[About this task]:
All lines in the records below with the word "Mevlana" must be returned.

----------------------------------------

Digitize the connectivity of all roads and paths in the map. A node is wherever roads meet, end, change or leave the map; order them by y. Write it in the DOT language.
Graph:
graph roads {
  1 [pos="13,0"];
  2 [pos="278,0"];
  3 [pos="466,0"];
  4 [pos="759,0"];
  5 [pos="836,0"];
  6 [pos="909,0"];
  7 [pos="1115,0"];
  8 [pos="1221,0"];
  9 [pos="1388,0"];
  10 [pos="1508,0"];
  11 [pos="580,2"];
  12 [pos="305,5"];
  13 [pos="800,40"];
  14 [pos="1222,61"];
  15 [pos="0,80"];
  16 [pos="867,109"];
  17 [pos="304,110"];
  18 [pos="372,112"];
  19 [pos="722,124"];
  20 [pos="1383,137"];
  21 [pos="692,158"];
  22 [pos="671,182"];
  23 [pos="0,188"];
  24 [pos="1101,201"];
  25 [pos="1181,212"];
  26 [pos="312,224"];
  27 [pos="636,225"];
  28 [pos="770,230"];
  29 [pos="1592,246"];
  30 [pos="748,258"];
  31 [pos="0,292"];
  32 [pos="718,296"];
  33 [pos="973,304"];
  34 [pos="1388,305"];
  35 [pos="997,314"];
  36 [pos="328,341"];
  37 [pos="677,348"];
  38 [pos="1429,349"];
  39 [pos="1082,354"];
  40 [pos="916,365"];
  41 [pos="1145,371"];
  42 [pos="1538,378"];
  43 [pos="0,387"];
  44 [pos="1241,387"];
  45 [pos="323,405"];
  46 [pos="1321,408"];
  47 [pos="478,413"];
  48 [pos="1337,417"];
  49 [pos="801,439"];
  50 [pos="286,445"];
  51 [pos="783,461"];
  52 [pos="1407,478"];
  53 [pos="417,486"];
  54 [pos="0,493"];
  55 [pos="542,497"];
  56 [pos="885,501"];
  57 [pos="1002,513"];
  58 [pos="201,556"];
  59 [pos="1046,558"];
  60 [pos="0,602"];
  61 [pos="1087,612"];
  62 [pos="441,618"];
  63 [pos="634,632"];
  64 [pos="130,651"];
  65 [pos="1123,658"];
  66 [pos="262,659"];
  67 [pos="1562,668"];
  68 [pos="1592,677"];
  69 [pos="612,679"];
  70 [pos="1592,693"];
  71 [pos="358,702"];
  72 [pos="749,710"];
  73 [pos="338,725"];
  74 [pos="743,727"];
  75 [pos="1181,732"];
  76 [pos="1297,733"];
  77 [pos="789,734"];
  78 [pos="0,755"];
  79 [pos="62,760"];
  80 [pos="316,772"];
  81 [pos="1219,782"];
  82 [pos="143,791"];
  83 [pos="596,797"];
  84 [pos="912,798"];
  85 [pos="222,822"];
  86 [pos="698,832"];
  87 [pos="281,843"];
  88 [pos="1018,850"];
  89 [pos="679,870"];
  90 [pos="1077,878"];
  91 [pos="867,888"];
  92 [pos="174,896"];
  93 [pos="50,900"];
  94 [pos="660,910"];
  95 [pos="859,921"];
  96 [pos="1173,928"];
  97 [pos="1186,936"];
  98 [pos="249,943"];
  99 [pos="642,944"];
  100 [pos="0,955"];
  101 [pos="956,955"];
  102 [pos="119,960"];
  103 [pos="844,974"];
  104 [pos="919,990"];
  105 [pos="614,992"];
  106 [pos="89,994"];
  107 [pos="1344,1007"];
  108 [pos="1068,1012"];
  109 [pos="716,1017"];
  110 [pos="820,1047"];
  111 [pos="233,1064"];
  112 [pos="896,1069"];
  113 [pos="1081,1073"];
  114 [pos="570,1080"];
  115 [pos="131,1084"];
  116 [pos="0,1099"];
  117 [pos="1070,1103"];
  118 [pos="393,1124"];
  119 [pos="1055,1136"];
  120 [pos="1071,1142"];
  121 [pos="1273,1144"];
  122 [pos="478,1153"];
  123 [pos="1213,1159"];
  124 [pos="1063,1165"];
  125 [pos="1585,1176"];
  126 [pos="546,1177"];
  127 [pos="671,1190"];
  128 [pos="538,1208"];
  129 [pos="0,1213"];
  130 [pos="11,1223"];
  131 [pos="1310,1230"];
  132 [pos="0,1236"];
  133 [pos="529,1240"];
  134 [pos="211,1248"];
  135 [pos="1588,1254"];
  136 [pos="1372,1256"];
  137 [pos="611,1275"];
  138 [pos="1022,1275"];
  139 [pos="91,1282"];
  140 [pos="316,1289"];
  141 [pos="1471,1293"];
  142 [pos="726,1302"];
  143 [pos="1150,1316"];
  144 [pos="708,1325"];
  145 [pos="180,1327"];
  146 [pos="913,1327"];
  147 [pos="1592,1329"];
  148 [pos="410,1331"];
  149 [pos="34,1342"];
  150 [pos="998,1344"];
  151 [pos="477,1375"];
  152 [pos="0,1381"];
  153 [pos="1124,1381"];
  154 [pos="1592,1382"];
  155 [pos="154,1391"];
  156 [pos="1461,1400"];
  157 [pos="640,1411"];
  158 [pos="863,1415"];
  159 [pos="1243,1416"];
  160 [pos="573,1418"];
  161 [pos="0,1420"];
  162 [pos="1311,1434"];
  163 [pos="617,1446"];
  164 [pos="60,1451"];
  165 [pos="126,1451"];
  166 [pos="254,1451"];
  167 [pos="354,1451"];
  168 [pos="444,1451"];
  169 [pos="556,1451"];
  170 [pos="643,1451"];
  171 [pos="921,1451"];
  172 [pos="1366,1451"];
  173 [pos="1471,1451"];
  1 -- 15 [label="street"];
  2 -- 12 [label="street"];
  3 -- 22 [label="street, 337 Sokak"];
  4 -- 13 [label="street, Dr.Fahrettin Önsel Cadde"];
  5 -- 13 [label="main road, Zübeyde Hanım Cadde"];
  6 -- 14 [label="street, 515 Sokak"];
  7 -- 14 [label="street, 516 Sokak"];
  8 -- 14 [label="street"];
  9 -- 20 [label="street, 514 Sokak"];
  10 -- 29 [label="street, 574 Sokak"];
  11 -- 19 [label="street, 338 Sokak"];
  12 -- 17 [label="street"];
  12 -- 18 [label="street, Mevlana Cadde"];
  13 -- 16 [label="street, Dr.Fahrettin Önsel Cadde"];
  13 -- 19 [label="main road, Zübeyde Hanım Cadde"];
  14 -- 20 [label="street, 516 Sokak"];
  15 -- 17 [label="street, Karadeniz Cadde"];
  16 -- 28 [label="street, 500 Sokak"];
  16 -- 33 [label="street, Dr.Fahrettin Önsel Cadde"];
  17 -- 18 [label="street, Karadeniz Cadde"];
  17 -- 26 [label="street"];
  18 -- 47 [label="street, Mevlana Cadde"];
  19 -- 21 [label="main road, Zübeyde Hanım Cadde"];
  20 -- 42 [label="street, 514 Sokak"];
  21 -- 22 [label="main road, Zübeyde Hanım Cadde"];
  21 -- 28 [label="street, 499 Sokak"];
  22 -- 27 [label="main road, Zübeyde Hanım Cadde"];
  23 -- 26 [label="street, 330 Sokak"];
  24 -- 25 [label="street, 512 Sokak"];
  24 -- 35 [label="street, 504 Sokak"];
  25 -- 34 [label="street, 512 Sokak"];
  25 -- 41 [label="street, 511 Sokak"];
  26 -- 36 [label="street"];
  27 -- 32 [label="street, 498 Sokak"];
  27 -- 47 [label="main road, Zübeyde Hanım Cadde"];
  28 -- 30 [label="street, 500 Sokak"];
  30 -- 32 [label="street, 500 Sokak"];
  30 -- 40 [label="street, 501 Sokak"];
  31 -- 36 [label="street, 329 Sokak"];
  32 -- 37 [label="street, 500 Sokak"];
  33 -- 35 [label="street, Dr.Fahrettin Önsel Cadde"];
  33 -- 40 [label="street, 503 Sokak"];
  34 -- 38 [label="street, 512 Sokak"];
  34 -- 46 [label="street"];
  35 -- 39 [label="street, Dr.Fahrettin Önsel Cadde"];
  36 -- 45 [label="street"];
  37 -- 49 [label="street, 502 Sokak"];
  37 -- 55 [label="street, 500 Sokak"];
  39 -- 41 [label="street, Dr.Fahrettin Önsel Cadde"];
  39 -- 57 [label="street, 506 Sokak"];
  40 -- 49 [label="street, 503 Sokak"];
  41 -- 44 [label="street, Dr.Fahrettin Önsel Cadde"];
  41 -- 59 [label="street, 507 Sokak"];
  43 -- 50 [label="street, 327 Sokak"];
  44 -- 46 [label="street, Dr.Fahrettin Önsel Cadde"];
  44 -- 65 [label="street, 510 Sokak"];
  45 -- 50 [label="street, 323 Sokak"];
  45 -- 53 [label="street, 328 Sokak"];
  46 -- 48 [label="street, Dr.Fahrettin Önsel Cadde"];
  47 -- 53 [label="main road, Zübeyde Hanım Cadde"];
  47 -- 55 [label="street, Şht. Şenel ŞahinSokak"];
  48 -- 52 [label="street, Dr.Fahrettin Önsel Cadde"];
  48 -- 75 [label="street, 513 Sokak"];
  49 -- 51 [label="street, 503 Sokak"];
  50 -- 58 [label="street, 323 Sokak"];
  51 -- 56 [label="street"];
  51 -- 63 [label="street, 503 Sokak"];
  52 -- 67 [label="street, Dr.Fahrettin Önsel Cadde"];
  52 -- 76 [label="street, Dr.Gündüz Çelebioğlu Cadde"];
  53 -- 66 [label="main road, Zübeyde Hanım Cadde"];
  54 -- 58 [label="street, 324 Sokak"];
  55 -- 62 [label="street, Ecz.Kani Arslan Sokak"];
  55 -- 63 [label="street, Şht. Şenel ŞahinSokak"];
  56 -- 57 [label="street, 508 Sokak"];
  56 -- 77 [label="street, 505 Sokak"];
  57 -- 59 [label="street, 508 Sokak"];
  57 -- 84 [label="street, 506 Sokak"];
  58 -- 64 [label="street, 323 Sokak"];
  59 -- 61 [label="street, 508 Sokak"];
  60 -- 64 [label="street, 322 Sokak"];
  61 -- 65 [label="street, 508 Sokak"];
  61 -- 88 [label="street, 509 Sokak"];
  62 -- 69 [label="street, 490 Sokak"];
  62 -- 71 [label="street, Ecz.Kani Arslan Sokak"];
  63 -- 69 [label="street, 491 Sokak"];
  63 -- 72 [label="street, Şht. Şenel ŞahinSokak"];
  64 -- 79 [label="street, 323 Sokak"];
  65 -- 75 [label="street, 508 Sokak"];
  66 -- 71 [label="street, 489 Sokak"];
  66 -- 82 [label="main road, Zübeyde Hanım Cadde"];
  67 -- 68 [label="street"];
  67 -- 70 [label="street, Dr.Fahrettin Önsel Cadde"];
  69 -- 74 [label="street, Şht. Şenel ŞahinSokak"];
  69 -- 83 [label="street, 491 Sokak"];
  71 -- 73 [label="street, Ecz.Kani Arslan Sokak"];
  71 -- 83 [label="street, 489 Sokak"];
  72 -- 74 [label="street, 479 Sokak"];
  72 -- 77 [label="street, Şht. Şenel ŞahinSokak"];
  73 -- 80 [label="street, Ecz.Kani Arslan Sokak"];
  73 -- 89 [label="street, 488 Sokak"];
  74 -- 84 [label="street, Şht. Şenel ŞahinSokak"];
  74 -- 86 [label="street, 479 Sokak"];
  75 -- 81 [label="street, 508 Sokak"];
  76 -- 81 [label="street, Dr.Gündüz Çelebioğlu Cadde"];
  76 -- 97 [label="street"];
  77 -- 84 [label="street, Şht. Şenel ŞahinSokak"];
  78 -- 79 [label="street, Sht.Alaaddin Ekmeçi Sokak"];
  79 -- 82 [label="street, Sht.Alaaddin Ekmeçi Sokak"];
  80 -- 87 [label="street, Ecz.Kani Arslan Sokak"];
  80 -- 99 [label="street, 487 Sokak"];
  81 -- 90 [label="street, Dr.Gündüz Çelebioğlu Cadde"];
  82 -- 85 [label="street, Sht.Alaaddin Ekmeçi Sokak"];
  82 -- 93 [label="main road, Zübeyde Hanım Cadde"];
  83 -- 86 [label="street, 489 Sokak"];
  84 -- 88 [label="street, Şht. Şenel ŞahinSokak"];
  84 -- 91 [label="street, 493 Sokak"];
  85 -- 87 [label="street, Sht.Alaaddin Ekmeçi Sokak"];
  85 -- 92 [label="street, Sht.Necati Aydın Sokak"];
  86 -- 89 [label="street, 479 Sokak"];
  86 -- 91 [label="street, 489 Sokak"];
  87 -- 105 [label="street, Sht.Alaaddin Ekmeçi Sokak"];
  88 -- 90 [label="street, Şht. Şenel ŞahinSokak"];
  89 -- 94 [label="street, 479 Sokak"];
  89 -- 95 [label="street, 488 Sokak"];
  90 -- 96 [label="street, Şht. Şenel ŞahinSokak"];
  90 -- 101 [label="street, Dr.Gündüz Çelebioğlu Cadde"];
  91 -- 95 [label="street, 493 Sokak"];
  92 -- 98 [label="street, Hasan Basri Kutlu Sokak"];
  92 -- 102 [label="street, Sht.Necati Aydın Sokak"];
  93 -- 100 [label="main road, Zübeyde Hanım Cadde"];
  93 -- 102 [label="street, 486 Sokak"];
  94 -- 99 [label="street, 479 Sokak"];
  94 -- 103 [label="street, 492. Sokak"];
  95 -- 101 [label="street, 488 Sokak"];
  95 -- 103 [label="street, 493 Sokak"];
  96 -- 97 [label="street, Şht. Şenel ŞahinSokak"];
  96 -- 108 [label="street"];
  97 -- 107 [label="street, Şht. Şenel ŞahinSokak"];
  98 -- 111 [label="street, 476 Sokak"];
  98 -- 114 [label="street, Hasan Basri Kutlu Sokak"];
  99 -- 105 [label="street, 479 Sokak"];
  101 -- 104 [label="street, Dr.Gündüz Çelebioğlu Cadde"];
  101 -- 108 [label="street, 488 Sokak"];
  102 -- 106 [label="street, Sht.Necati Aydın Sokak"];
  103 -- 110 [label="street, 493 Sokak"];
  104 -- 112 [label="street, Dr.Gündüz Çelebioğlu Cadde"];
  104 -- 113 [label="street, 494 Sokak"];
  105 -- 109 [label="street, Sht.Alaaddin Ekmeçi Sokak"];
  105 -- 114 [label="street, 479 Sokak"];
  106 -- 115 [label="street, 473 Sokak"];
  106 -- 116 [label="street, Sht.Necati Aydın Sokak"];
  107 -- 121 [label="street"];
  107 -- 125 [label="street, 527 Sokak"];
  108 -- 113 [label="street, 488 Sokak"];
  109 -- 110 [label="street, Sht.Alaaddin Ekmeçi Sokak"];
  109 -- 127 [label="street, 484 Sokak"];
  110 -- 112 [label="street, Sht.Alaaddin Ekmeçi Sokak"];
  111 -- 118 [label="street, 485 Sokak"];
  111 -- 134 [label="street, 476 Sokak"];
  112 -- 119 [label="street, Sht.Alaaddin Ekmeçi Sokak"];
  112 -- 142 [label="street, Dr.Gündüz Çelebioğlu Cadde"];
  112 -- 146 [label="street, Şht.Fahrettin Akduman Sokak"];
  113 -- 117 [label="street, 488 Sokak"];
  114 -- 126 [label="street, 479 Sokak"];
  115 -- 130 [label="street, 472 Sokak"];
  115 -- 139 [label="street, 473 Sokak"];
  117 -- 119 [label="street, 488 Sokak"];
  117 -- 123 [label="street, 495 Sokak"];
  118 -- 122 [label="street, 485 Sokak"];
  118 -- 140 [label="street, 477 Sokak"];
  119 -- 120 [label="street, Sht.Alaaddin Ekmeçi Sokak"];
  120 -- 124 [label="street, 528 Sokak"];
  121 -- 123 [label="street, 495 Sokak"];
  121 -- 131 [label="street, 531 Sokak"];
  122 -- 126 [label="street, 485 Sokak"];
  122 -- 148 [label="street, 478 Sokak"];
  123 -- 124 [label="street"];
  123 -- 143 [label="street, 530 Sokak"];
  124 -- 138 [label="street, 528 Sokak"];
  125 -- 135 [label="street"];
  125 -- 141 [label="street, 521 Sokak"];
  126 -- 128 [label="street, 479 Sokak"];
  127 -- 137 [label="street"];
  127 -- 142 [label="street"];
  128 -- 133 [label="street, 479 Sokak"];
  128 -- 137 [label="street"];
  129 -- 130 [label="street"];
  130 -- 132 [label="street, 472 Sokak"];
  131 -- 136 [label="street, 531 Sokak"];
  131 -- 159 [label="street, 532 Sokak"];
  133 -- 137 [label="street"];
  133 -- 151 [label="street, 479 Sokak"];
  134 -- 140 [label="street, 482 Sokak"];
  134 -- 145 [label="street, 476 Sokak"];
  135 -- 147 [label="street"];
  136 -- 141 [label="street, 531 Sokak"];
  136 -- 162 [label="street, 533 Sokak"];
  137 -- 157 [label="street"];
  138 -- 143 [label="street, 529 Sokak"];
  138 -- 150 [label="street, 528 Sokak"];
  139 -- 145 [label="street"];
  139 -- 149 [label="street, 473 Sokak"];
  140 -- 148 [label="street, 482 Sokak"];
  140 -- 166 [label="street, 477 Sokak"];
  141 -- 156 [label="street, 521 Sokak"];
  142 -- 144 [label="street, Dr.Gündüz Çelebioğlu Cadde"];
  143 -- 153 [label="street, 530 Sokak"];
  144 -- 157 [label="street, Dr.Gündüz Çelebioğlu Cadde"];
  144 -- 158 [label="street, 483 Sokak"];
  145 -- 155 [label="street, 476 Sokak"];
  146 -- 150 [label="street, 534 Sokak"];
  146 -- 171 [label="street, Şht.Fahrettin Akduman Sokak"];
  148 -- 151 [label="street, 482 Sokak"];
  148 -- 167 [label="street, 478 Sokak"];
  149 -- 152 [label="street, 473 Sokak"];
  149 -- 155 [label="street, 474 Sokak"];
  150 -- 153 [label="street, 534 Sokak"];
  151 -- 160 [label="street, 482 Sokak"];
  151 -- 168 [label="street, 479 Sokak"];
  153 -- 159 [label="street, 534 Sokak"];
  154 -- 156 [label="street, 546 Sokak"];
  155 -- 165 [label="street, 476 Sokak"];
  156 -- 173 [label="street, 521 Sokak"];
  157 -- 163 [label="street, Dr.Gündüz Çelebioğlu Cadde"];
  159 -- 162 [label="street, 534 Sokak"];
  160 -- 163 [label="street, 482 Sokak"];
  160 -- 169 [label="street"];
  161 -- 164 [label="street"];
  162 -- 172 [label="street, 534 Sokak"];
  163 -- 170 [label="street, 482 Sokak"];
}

----------------------------------------

[Exercise output]:
  12 -- 18 [label="street, Mevlana Cadde"];
  18 -- 47 [label="street, Mevlana Cadde"];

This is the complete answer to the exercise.